TASK TO COMPLETE
Character for character, reproduce every entry below.
[MATERIAL PROVIDED]
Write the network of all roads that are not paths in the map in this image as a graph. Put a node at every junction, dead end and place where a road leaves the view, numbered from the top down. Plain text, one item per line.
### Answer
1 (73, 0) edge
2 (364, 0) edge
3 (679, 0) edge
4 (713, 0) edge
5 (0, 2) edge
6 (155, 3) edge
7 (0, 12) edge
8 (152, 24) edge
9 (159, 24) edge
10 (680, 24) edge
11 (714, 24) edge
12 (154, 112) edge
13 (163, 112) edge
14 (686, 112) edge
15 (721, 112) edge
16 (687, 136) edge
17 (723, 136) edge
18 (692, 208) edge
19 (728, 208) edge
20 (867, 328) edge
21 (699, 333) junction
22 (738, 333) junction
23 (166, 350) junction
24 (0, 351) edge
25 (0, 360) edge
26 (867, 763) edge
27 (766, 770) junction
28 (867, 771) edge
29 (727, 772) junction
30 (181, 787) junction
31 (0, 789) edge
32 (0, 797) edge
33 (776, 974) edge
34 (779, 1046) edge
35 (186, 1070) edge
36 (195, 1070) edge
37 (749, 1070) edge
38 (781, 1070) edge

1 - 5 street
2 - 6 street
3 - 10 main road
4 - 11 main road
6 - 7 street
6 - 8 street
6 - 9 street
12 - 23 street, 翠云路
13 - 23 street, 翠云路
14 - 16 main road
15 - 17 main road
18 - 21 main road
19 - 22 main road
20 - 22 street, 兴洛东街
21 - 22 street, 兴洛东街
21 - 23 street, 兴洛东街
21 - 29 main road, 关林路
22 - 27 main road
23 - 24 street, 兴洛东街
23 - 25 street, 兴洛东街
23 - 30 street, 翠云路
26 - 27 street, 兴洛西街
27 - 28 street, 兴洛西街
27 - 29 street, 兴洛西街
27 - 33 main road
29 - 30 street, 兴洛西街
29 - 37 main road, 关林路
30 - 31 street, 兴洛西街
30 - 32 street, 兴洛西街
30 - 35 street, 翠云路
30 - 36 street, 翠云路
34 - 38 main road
[/MATERIAL PROVIDED]
ANSWER TO THE PROBLEM
Write the network of all roads that are not paths in the map in this image as a graph. Put a node at every junction, dead end and place where a road leaves the view, numbered from the top down. Plain text, one item per line.
### Answer
1 (73, 0) edge
2 (364, 0) edge
3 (679, 0) edge
4 (713, 0) edge
5 (0, 2) edge
6 (155, 3) edge
7 (0, 12) edge
8 (152, 24) edge
9 (159, 24) edge
10 (680, 24) edge
11 (714, 24) edge
12 (154, 112) edge
13 (163, 112) edge
14 (686, 112) edge
15 (721, 112) edge
16 (687, 136) edge
17 (723, 136) edge
18 (692, 208) edge
19 (728, 208) edge
20 (867, 328) edge
21 (699, 333) junction
22 (738, 333) junction
23 (166, 350) junction
24 (0, 351) edge
25 (0, 360) edge
26 (867, 763) edge
27 (766, 770) junction
28 (867, 771) edge
29 (727, 772) junction
30 (181, 787) junction
31 (0, 789) edge
32 (0, 797) edge
33 (776, 974) edge
34 (779, 1046) edge
35 (186, 1070) edge
36 (195, 1070) edge
37 (749, 1070) edge
38 (781, 1070) edge

1 - 5 street
2 - 6 street
3 - 10 main road
4 - 11 main road
6 - 7 street
6 - 8 street
6 - 9 street
12 - 23 street, 翠云路
13 - 23 street, 翠云路
14 - 16 main road
15 - 17 main road
18 - 21 main road
19 - 22 main road
20 - 22 street, 兴洛东街
21 - 22 street, 兴洛东街
21 - 23 street, 兴洛东街
21 - 29 main road, 关林路
22 - 27 main road
23 - 24 street, 兴洛东街
23 - 25 street, 兴洛东街
23 - 30 street, 翠云路
26 - 27 street, 兴洛西街
27 - 28 street, 兴洛西街
27 - 29 street, 兴洛西街
27 - 33 main road
29 - 30 street, 兴洛西街
29 - 37 main road, 关林路
30 - 31 street, 兴洛西街
30 - 32 street, 兴洛西街
30 - 35 street, 翠云路
30 - 36 street, 翠云路
34 - 38 main road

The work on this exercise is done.